4. Video Game for ADHD

Video games have received a bad rap over the years — especially with concerns about too much screen time and their impact on emotional and physical well-being. However, EndeavorRx is an FDA-approved video game designed to treat ADHD. It’s appropriate for children 8-12 years old and targets specific cognitive skills, like focused attention, impulse control and multitasking.

EndeavorRx can be one piece in a behavioral therapy treatment plan and requires a prescription from your provider. The game is intended to be used 25 minutes a day, five days a week, over a four-week period.

There are some drawbacks though. Dr. Rozmus says it’s expensive and unlikely to be covered by insurance.

5. Diet for ADHD

More research is needed to recommend a specific diet for ADHD. However, some foods have nutritional profiles that are good for brain health. For example, protein-rich foods can help boost neurotransmitters in the brain, like dopamine and norepinephrine, which are often low in individuals with ADHD.

Try adding the following foods into your, or your child’s, meals and snacks:

  • Lean meats
  • Eggs
  • Fish
  • Beans
  • Nuts

It’s a good idea to limit your sugar, unhealthy fats and simple carbohydrate intake for overall mental and physical health.

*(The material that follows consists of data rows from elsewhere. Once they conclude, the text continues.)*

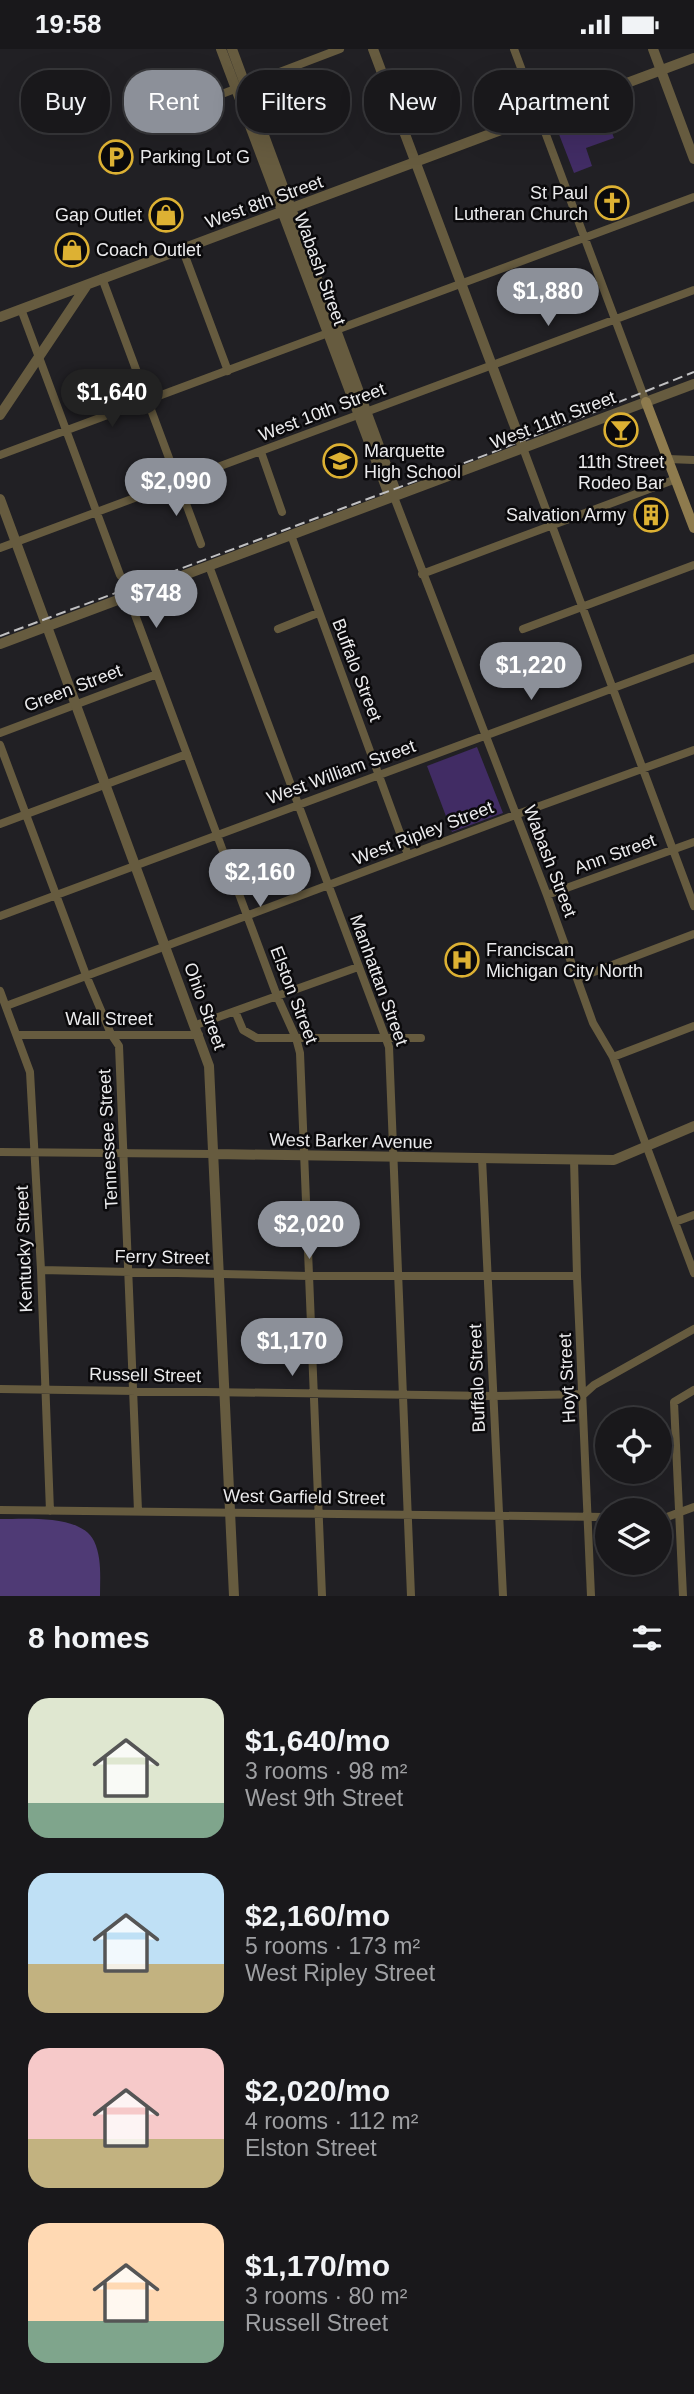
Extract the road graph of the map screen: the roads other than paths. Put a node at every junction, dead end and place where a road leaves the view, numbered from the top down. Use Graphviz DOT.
graph roads {
  1 [pos="221,49"];
  2 [pos="232,49"];
  3 [pos="341,49"];
  4 [pos="373,49"];
  5 [pos="514,49"];
  6 [pos="653,49"];
  7 [pos="694,58"];
  8 [pos="237,70"];
  9 [pos="286,70"];
  10 [pos="522,70"];
  11 [pos="661,71"];
  12 [pos="237,79"];
  13 [pos="633,82"];
  14 [pos="258,133"];
  15 [pos="498,133"];
  16 [pos="545,133"];
  17 [pos="694,159"];
  18 [pos="415,163"];
  19 [pos="694,197"];
  20 [pos="287,210"];
  21 [pos="586,236"];
  22 [pos="182,249"];
  23 [pos="102,278"];
  24 [pos="87,284"];
  25 [pos="461,284"];
  26 [pos="694,289"];
  27 [pos="21,309"];
  28 [pos="0,317"];
  29 [pos="615,318"];
  30 [pos="338,330"];
  31 [pos="327,334"];
  32 [pos="39,357"];
  33 [pos="491,365"];
  34 [pos="228,371"];
  35 [pos="694,384"];
  36 [pos="147,401"];
  37 [pos="646,402"];
  38 [pos="363,413"];
  39 [pos="0,415"];
  40 [pos="66,431"];
  41 [pos="523,448"];
  42 [pos="261,452"];
  43 [pos="0,455"];
  44 [pos="668,459"];
  45 [pos="694,460"];
  46 [pos="676,479"];
  47 [pos="178,482"];
  48 [pos="394,497"];
  49 [pos="0,499"];
  50 [pos="97,511"];
  51 [pos="282,512"];
  52 [pos="551,525"];
  53 [pos="694,528"];
  54 [pos="290,535"];
  55 [pos="17,542"];
  56 [pos="201,544"];
  57 [pos="0,548"];
  58 [pos="694,565"];
  59 [pos="209,566"];
  60 [pos="422,574"];
  61 [pos="120,575"];
  62 [pos="128,596"];
  63 [pos="582,606"];
  64 [pos="318,613"];
  65 [pos="48,626"];
  66 [pos="278,629"];
  67 [pos="523,629"];
  68 [pos="0,644"];
  69 [pos="694,658"];
  70 [pos="157,674"];
  71 [pos="612,688"];
  72 [pos="76,704"];
  73 [pos="0,733"];
  74 [pos="484,735"];
  75 [pos="0,745"];
  76 [pos="694,750"];
  77 [pos="187,754"];
  78 [pos="643,769"];
  79 [pos="379,774"];
  80 [pos="107,784"];
  81 [pos="298,805"];
  82 [pos="26,814"];
  83 [pos="515,815"];
  84 [pos="0,824"];
  85 [pos="217,835"];
  86 [pos="694,842"];
  87 [pos="674,850"];
  88 [pos="408,855"];
  89 [pos="136,865"];
  90 [pos="328,886"];
  91 [pos="57,894"];
  92 [pos="547,895"];
  93 [pos="694,906"];
  94 [pos="247,915"];
  95 [pos="0,916"];
  96 [pos="694,934"];
  97 [pos="166,946"];
  98 [pos="358,967"];
  99 [pos="86,975"];
  100 [pos="578,978"];
  101 [pos="0,991"];
  102 [pos="277,996"];
  103 [pos="6,1006"];
  104 [pos="235,1011"];
  105 [pos="694,1025"];
  106 [pos="197,1030"];
  107 [pos="111,1034"];
  108 [pos="18,1035"];
  109 [pos="296,1038"];
  110 [pos="386,1038"];
  111 [pos="421,1038"];
  112 [pos="613,1057"];
  113 [pos="694,1126"];
  114 [pos="647,1145"];
  115 [pos="0,1152"];
  116 [pos="35,1153"];
  117 [pos="125,1154"];
  118 [pos="214,1154"];
  119 [pos="304,1155"];
  120 [pos="394,1157"];
  121 [pos="482,1158"];
  122 [pos="574,1159"];
  123 [pos="694,1215"];
  124 [pos="675,1222"];
  125 [pos="41,1270"];
  126 [pos="129,1272"];
  127 [pos="219,1273"];
  128 [pos="694,1273"];
  129 [pos="308,1276"];
  130 [pos="399,1276"];
  131 [pos="577,1276"];
  132 [pos="488,1277"];
  133 [pos="694,1329"];
  134 [pos="0,1389"];
  135 [pos="44,1390"];
  136 [pos="134,1390"];
  137 [pos="694,1390"];
  138 [pos="224,1391"];
  139 [pos="314,1393"];
  140 [pos="403,1394"];
  141 [pos="584,1394"];
  142 [pos="493,1396"];
  143 [pos="694,1507"];
  144 [pos="0,1510"];
  145 [pos="50,1511"];
  146 [pos="138,1511"];
  147 [pos="230,1512"];
  148 [pos="317,1513"];
  149 [pos="678,1513"];
  150 [pos="409,1514"];
  151 [pos="672,1514"];
  152 [pos="498,1515"];
  153 [pos="588,1517"];
  154 [pos="595,1517"];
  155 [pos="234,1596"];
  156 [pos="322,1596"];
  157 [pos="411,1596"];
  158 [pos="503,1596"];
  159 [pos="592,1596"];
  160 [pos="683,1596"];
  1 -- 12 [label="street, Wabash Street"];
  2 -- 8 [label="street, Wabash Street"];
  3 -- 9 [label="street"];
  4 -- 18 [label="street"];
  5 -- 10 [label="street"];
  6 -- 11 [label="street"];
  7 -- 11 [label="street, West 8th Street"];
  11 -- 13 [label="street, West 8th Street"];
  11 -- 17 [label="street"];
  14 -- 20 [label="street, Wabash Street"];
  15 -- 18 [label="street, West 8th Street"];
  16 -- 21 [label="street"];
  18 -- 20 [label="street, West 8th Street"];
  18 -- 25 [label="street"];
  19 -- 21 [label="street"];
  20 -- 22 [label="street, West 8th Street"];
  20 -- 30 [label="street, Wabash Street"];
  20 -- 31 [label="street, Wabash Street"];
  21 -- 25 [label="street"];
  21 -- 29 [label="street"];
  22 -- 23 [label="street, West 8th Street"];
  22 -- 34 [label="street"];
  23 -- 24 [label="street, West 8th Street"];
  23 -- 36 [label="street"];
  24 -- 27 [label="street, West 8th Street"];
  24 -- 32 [label="street"];
  25 -- 30 [label="street"];
  25 -- 33 [label="street"];
  26 -- 29 [label="street, West 10th Street"];
  27 -- 28 [label="street, West 8th Street"];
  27 -- 32 [label="street"];
  29 -- 33 [label="street, West 10th Street"];
  29 -- 37 [label="street"];
  30 -- 31 [label="street"];
  30 -- 38 [label="street, Wabash Street"];
  31 -- 34 [label="street"];
  31 -- 38 [label="street, Wabash Street"];
  32 -- 39 [label="street"];
  32 -- 40 [label="street"];
  33 -- 38 [label="street, West 10th Street"];
  33 -- 41 [label="street"];
  34 -- 36 [label="street"];
  35 -- 37 [label="street, West 11th Street"];
  36 -- 40 [label="street"];
  36 -- 47 [label="street"];
  37 -- 41 [label="street, West 11th Street"];
  37 -- 44 [label="main road"];
  38 -- 42 [label="street, West 10th Street"];
  38 -- 48 [label="street, Wabash Street"];
  40 -- 43 [label="street"];
  40 -- 50 [label="street"];
  41 -- 48 [label="street, West 11th Street"];
  41 -- 52 [label="street"];
  42 -- 47 [label="street, West 10th Street"];
  42 -- 51 [label="street"];
  44 -- 45 [label="street"];
  44 -- 46 [label="main road"];
  46 -- 52 [label="street"];
  46 -- 53 [label="main road"];
  47 -- 50 [label="street, West 10th Street"];
  47 -- 56 [label="street"];
  48 -- 54 [label="street, West 11th Street"];
  48 -- 60 [label="street, Wabash Street"];
  49 -- 55 [label="street, Ohio Street"];
  50 -- 55 [label="street, West 10th Street"];
  50 -- 61 [label="street"];
  52 -- 60 [label="street"];
  52 -- 63 [label="street"];
  54 -- 59 [label="street, West 11th Street"];
  54 -- 64 [label="street, Buffalo Street"];
  55 -- 57 [label="street, West 10th Street"];
  55 -- 65 [label="street, Ohio Street"];
  58 -- 63 [label="street"];
  59 -- 62 [label="street, West 11th Street"];
  59 -- 81 [label="street, Manhattan Street"];
  60 -- 74 [label="street, Wabash Street"];
  62 -- 65 [label="street, West 11th Street"];
  62 -- 70 [label="street, Elston Street"];
  63 -- 67 [label="street"];
  63 -- 71 [label="street"];
  64 -- 66 [label="street"];
  64 -- 79 [label="street, Buffalo Street"];
  65 -- 68 [label="street, West 11th Street"];
  65 -- 72 [label="street, Ohio Street"];
  69 -- 71 [label="street, West William Street"];
  70 -- 72 [label="street, Green Street"];
  70 -- 77 [label="street, Elston Street"];
  71 -- 74 [label="street, West William Street"];
  71 -- 78 [label="street"];
  72 -- 73 [label="street, Green Street"];
  72 -- 80 [label="street, Ohio Street"];
  74 -- 79 [label="street, West William Street"];
  74 -- 83 [label="street, Wabash Street"];
  75 -- 82 [label="street, Tennessee Street"];
  76 -- 78 [label="street, West Ripley Street"];
  77 -- 80 [label="street"];
  77 -- 85 [label="street, Elston Street"];
  78 -- 83 [label="street, West Ripley Street"];
  78 -- 87 [label="street"];
  79 -- 81 [label="street, West William Street"];
  79 -- 88 [label="street, Buffalo Street"];
  80 -- 82 [label="street"];
  80 -- 89 [label="street, Ohio Street"];
  81 -- 85 [label="street, West William Street"];
  81 -- 90 [label="street, Manhattan Street"];
  82 -- 84 [label="street"];
  82 -- 91 [label="street, Tennessee Street"];
  83 -- 88 [label="street, West Ripley Street"];
  83 -- 92 [label="street, Wabash Street"];
  85 -- 89 [label="street, West William Street"];
  85 -- 94 [label="street, Elston Street"];
  86 -- 87 [label="street, Ann Street"];
  87 -- 92 [label="street, Ann Street"];
  87 -- 93 [label="street"];
  88 -- 90 [label="street, West Ripley Street"];
  89 -- 91 [label="street, West William Street"];
  89 -- 97 [label="street, Ohio Street"];
  90 -- 94 [label="street, West Ripley Street"];
  90 -- 98 [label="street, Manhattan Street"];
  91 -- 95 [label="street, West William Street"];
  91 -- 99 [label="street, Tennessee Street"];
  92 -- 100 [label="street, Wabash Street"];
  94 -- 97 [label="street, West Ripley Street"];
  94 -- 102 [label="street, Elston Street"];
  96 -- 100 [label="street"];
  97 -- 99 [label="street, West Ripley Street"];
  97 -- 106 [label="street, Ohio Street"];
  98 -- 102 [label="street"];
  98 -- 110 [label="street, Manhattan Street"];
  99 -- 103 [label="street, West Ripley Street"];
  99 -- 107 [label="street, Tennessee Street"];
  100 -- 112 [label="street, Wabash Street"];
  101 -- 103 [label="street, Kentucky Street"];
  102 -- 104 [label="street"];
  102 -- 109 [label="street, Elston Street"];
  103 -- 108 [label="street, Kentucky Street"];
  104 -- 106 [label="street"];
  104 -- 109 [label="street"];
  105 -- 112 [label="street"];
  106 -- 107 [label="street, Wall Street"];
  106 -- 118 [label="street, Ohio Street"];
  107 -- 108 [label="street, Wall Street"];
  107 -- 117 [label="street, Tennessee Street"];
  108 -- 116 [label="street, Kentucky Street"];
  109 -- 110 [label="street"];
  109 -- 119 [label="street, Elston Street"];
  110 -- 111 [label="street"];
  110 -- 120 [label="street, Manhattan Street"];
  112 -- 114 [label="street, Wabash Street"];
  113 -- 114 [label="street, West Barker Avenue"];
  114 -- 122 [label="street, West Barker Avenue"];
  114 -- 124 [label="street, Wabash Street"];
  115 -- 116 [label="street, West Barker Avenue"];
  116 -- 117 [label="street, West Barker Avenue"];
  116 -- 125 [label="street, Kentucky Street"];
  117 -- 118 [label="street, West Barker Avenue"];
  117 -- 126 [label="street, Tennessee Street"];
  118 -- 119 [label="street, West Barker Avenue"];
  118 -- 127 [label="street, Ohio Street"];
  119 -- 120 [label="street, West Barker Avenue"];
  119 -- 129 [label="street, Elston Street"];
  120 -- 121 [label="street, West Barker Avenue"];
  120 -- 130 [label="street, Manhattan Street"];
  121 -- 122 [label="street, West Barker Avenue"];
  121 -- 132 [label="street, Buffalo Street"];
  122 -- 131 [label="street, Hoyt Street"];
  123 -- 124 [label="street"];
  124 -- 128 [label="street, Wabash Street"];
  125 -- 126 [label="street, Ferry Street"];
  125 -- 135 [label="street, Kentucky Street"];
  126 -- 127 [label="street, Ferry Street"];
  126 -- 136 [label="street, Tennessee Street"];
  127 -- 129 [label="street, Ferry Street"];
  127 -- 138 [label="street, Ohio Street"];
  129 -- 130 [label="street, Ferry Street"];
  129 -- 139 [label="street, Elston Street"];
  130 -- 132 [label="street, Ferry Street"];
  130 -- 140 [label="street, Manhattan Street"];
  131 -- 132 [label="street, Ferry Street"];
  131 -- 141 [label="street, Hoyt Street"];
  132 -- 142 [label="street, Buffalo Street"];
  133 -- 141 [label="street"];
  134 -- 135 [label="street, Russell Street"];
  135 -- 136 [label="street, Russell Street"];
  135 -- 145 [label="street, Kentucky Street"];
  136 -- 138 [label="street, Russell Street"];
  136 -- 146 [label="street, Tennessee Street"];
  137 -- 149 [label="street"];
  138 -- 139 [label="street, Russell Street"];
  138 -- 147 [label="street, Ohio Street"];
  139 -- 140 [label="street, Russell Street"];
  139 -- 148 [label="street, Elston Street"];
  140 -- 142 [label="street, Russell Street"];
  140 -- 150 [label="street, Manhattan Street"];
  141 -- 142 [label="street, Russell Street"];
  141 -- 153 [label="street, Hoyt Street"];
  142 -- 152 [label="street, Buffalo Street"];
  143 -- 149 [label="street"];
  144 -- 145 [label="street, West Garfield Street"];
  145 -- 146 [label="street, West Garfield Street"];
  146 -- 147 [label="street, West Garfield Street"];
  147 -- 148 [label="street, West Garfield Street"];
  147 -- 155 [label="street, Ohio Street"];
  148 -- 150 [label="street, West Garfield Street"];
  148 -- 156 [label="street, Elston Street"];
  149 -- 151 [label="street"];
  149 -- 160 [label="street"];
  150 -- 152 [label="street, West Garfield Street"];
  150 -- 157 [label="street, Manhattan Street"];
  152 -- 153 [label="street, West Garfield Street"];
  152 -- 158 [label="street, Buffalo Street"];
  153 -- 154 [label="street, West Garfield Street"];
  153 -- 159 [label="street, Hoyt Street"];
}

How Does ADHD Medication Work?

If you, or your child, are struggling with ADHD symptoms without luck from natural remedies, consider talking to your doctor about support from medication.

ADHD medications increase the levels of neurotransmitters in the brain, like dopamine, to give the brain a little boost. Stimulants and non-stimulants are the primary medications used to treat ADHD.

Rozmus says, “For someone without ADHD, stimulants make you hyperactive, because your brain doesn’t need the extra dopamine burst. However, in individuals whose brains need more dopamine to stay focused, medications give the brain the direction it needs to keep on task.”

Side effects of ADHD medication can include:

  • Fast heart rate
  • Headaches
  • Loss of appetite
  • Trouble sleeping

Any side effects should go away in the first few days of starting the medication. While it won’t cure ADHD, medication can make it significantly easier to focus longer, listen better and fidget less.

It’s also OK to take what Rozmus calls “medication vacations” when using ADHD stimulants. You may choose to not take them on the weekends or during holiday breaks.

When to Talk to Your Doctor About ADHD Treatment

Before deciding on a specific approach for treating ADHD, talk to your, or your child’s, primary care provider or mental health professional. They can help you understand if you have ADHD or something else. For example, anxiety and depression are closely linked to the disorder.

“Not everyone with an ADHD diagnosis needs medication. The main thing to consider is, ‘Is this disrupting my, or my child’s, life?’ Then, work with your care team to determine what treatment options are right for you," Rozmus says.